→ **ASSIGNED TASK**: Return each record verbatim, images excluded.

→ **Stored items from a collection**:
************

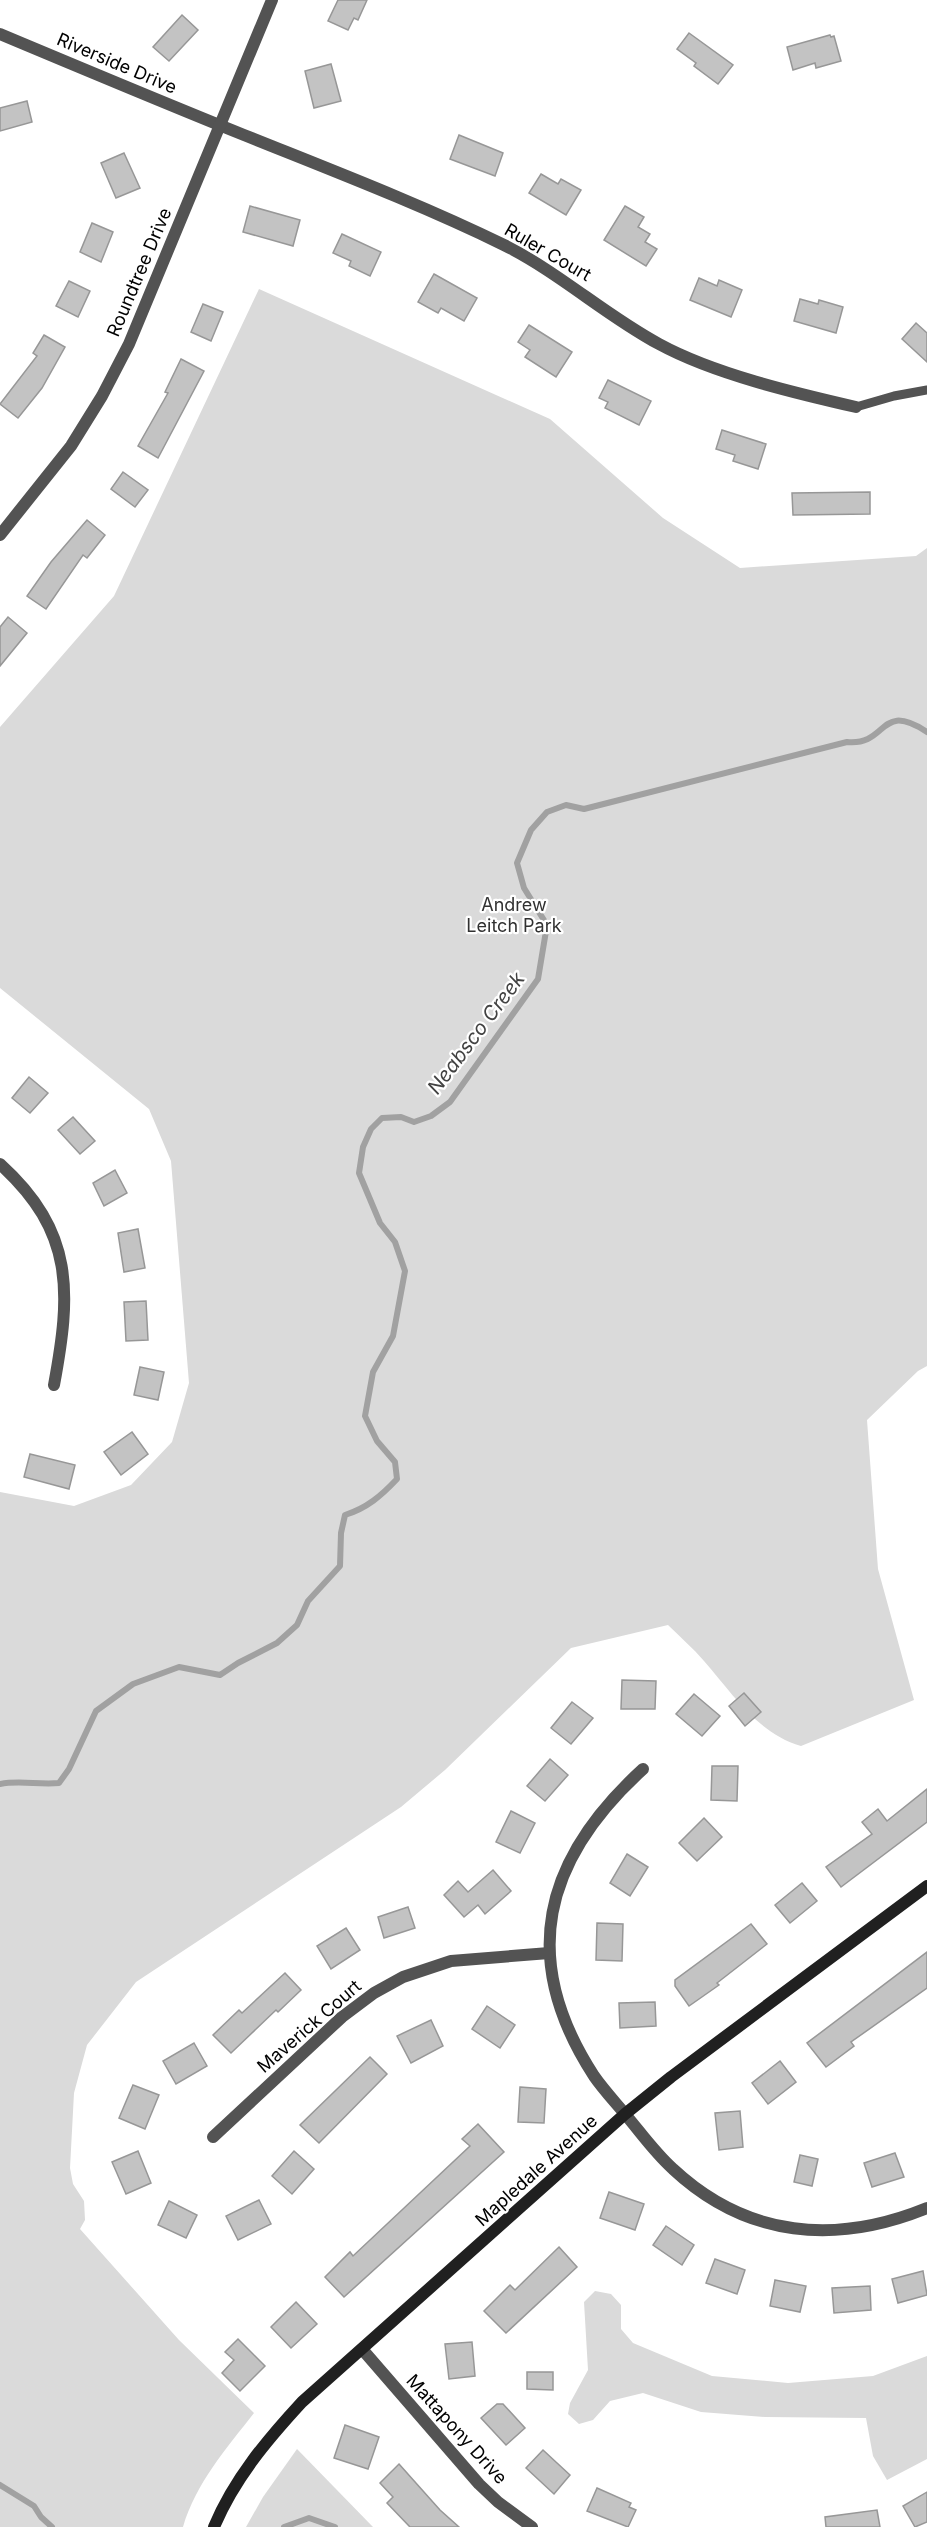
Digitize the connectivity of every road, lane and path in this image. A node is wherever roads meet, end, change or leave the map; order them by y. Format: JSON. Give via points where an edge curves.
{"nodes":[{"id":1,"x":272,"y":0,"type":"edge"},
{"id":2,"x":0,"y":34,"type":"edge"},
{"id":3,"x":220,"y":125,"type":"junction"},
{"id":4,"x":927,"y":390,"type":"edge"},
{"id":5,"x":856,"y":407,"type":"joint"},
{"id":6,"x":0,"y":535,"type":"edge"},
{"id":7,"x":0,"y":1164,"type":"edge"},
{"id":8,"x":54,"y":1385,"type":"dead end"},
{"id":9,"x":643,"y":1769,"type":"dead end"},
{"id":10,"x":927,"y":1886,"type":"edge"},
{"id":11,"x":549,"y":1953,"type":"junction"},
{"id":12,"x":626,"y":2115,"type":"junction"},
{"id":13,"x":213,"y":2137,"type":"dead end"},
{"id":14,"x":927,"y":2208,"type":"edge"},
{"id":15,"x":362,"y":2349,"type":"junction"},
{"id":16,"x":214,"y":2527,"type":"edge"},
{"id":17,"x":532,"y":2527,"type":"edge"}],
"edges":[{"from":1,"to":3,"type":"street","name":"Roundtree Drive"},
{"from":2,"to":3,"type":"street","name":"Riverside Drive"},
{"from":3,"to":5,"type":"street","name":"Ruler Court","via":[[507,246],[632,328],[698,362]]},
{"from":3,"to":6,"type":"street","name":"Roundtree Drive","via":[[108,386],[71,446]]},
{"from":4,"to":5,"type":"lane"},
{"from":7,"to":8,"type":"street","via":[[37,1206],[61,1262],[66,1304]]},
{"from":9,"to":11,"type":"street","via":[[609,1802],[575,1849],[552,1907]]},
{"from":10,"to":12,"type":"street","name":"Mapledale Avenue"},
{"from":11,"to":12,"type":"street","via":[[552,1982],[568,2029],[595,2077]]},
{"from":11,"to":13,"type":"street","name":"Maverick Court","via":[[451,1961],[383,1988],[342,2017]]},
{"from":12,"to":14,"type":"street","via":[[689,2183],[751,2218],[808,2231],[843,2230],[877,2225]]},
{"from":12,"to":15,"type":"street","name":"Mapledale Avenue"},
{"from":15,"to":16,"type":"street","name":"Mapledale Avenue","via":[[273,2433],[244,2471]]},
{"from":15,"to":17,"type":"street","name":"Mattapony Drive","via":[[479,2484]]}]}
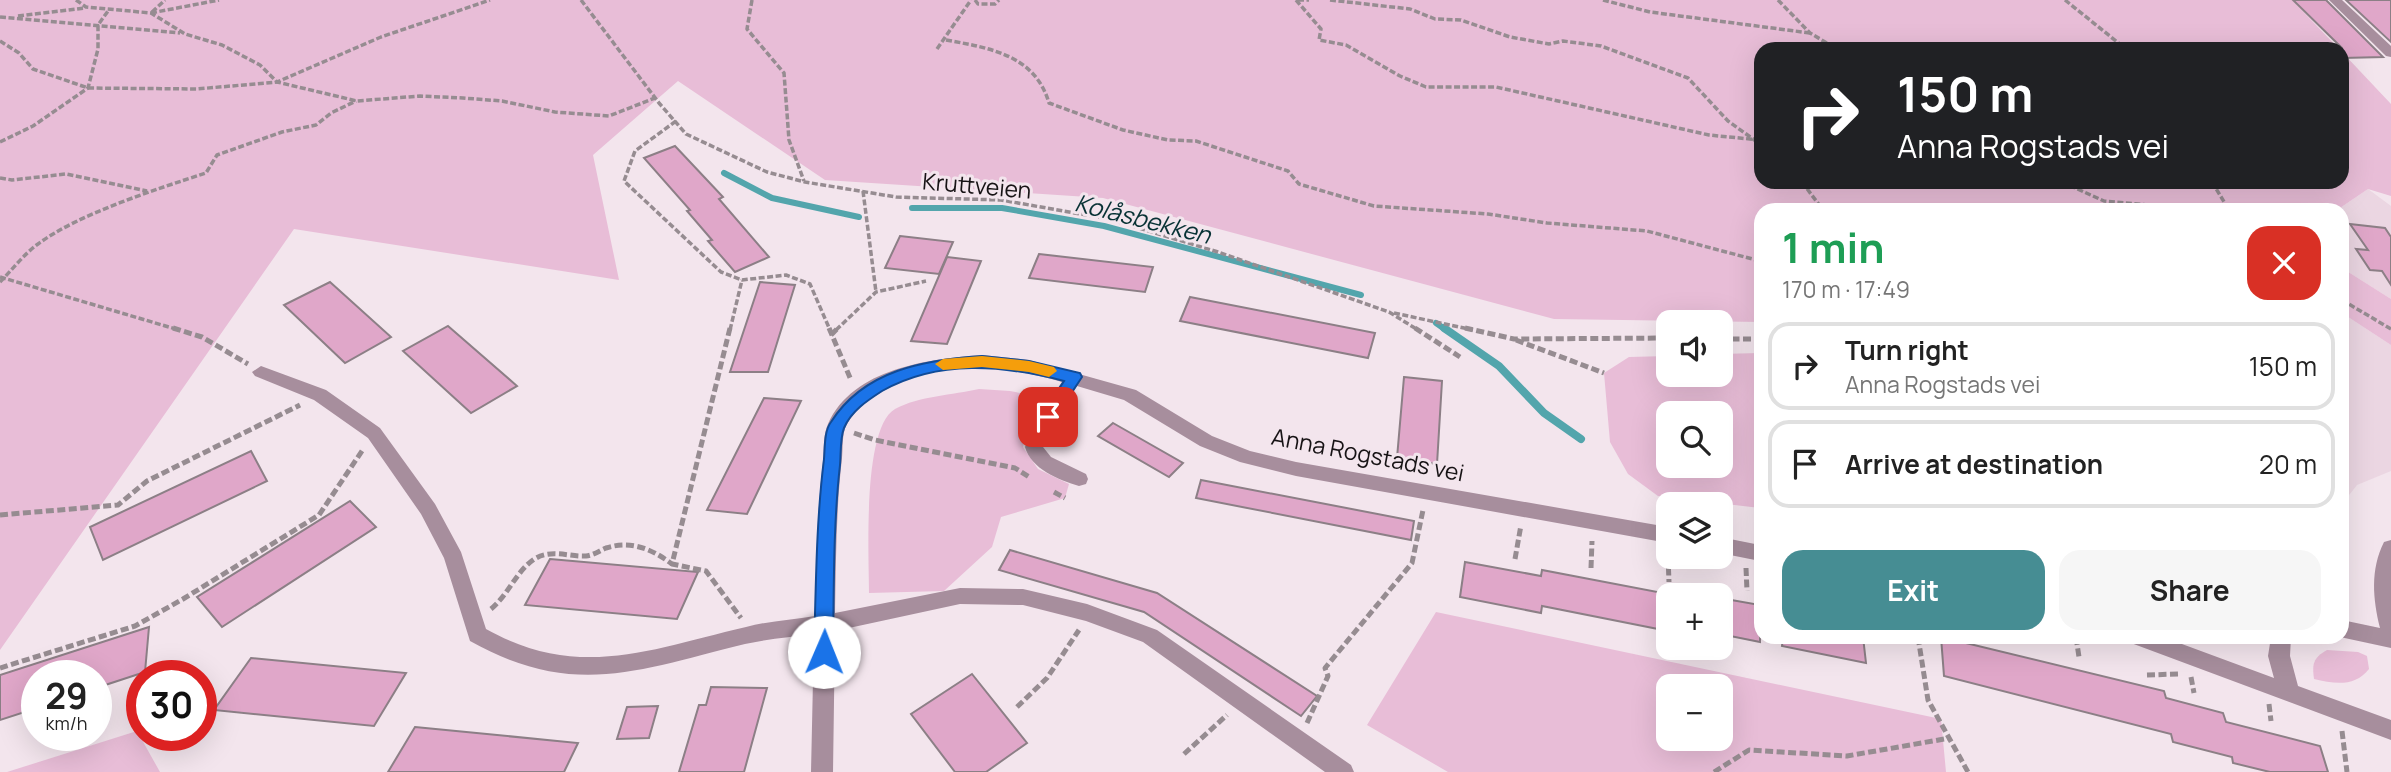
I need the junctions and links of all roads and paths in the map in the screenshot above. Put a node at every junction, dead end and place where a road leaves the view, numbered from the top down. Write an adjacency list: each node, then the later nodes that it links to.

************

→ **SOLVED EXERCISE**:
Digitize the connectivity of every road, lane and path in this image. A node is wherever roads meet, end, change or leave the map; order them by y. Format: JSON. Give via points where an edge curves.
{"nodes":[{"id":1,"x":272,"y":0,"type":"edge"},
{"id":2,"x":0,"y":34,"type":"edge"},
{"id":3,"x":220,"y":125,"type":"junction"},
{"id":4,"x":927,"y":390,"type":"edge"},
{"id":5,"x":856,"y":407,"type":"joint"},
{"id":6,"x":0,"y":535,"type":"edge"},
{"id":7,"x":0,"y":1164,"type":"edge"},
{"id":8,"x":54,"y":1385,"type":"dead end"},
{"id":9,"x":643,"y":1769,"type":"dead end"},
{"id":10,"x":927,"y":1886,"type":"edge"},
{"id":11,"x":549,"y":1953,"type":"junction"},
{"id":12,"x":626,"y":2115,"type":"junction"},
{"id":13,"x":213,"y":2137,"type":"dead end"},
{"id":14,"x":927,"y":2208,"type":"edge"},
{"id":15,"x":362,"y":2349,"type":"junction"},
{"id":16,"x":214,"y":2527,"type":"edge"},
{"id":17,"x":532,"y":2527,"type":"edge"}],
"edges":[{"from":1,"to":3,"type":"street","name":"Roundtree Drive"},
{"from":2,"to":3,"type":"street","name":"Riverside Drive"},
{"from":3,"to":5,"type":"street","name":"Ruler Court","via":[[507,246],[632,328],[698,362]]},
{"from":3,"to":6,"type":"street","name":"Roundtree Drive","via":[[108,386],[71,446]]},
{"from":4,"to":5,"type":"lane"},
{"from":7,"to":8,"type":"street","via":[[37,1206],[61,1262],[66,1304]]},
{"from":9,"to":11,"type":"street","via":[[609,1802],[575,1849],[552,1907]]},
{"from":10,"to":12,"type":"street","name":"Mapledale Avenue"},
{"from":11,"to":12,"type":"street","via":[[552,1982],[568,2029],[595,2077]]},
{"from":11,"to":13,"type":"street","name":"Maverick Court","via":[[451,1961],[383,1988],[342,2017]]},
{"from":12,"to":14,"type":"street","via":[[689,2183],[751,2218],[808,2231],[843,2230],[877,2225]]},
{"from":12,"to":15,"type":"street","name":"Mapledale Avenue"},
{"from":15,"to":16,"type":"street","name":"Mapledale Avenue","via":[[273,2433],[244,2471]]},
{"from":15,"to":17,"type":"street","name":"Mattapony Drive","via":[[479,2484]]}]}
I need the junctions and links of all roads and paths in the map in the screenshot above. Put a node at every junction, dead end and place where a road leaves the view, numbered from the top down. Write an adjacency list: each node, then the later nodes that it links to.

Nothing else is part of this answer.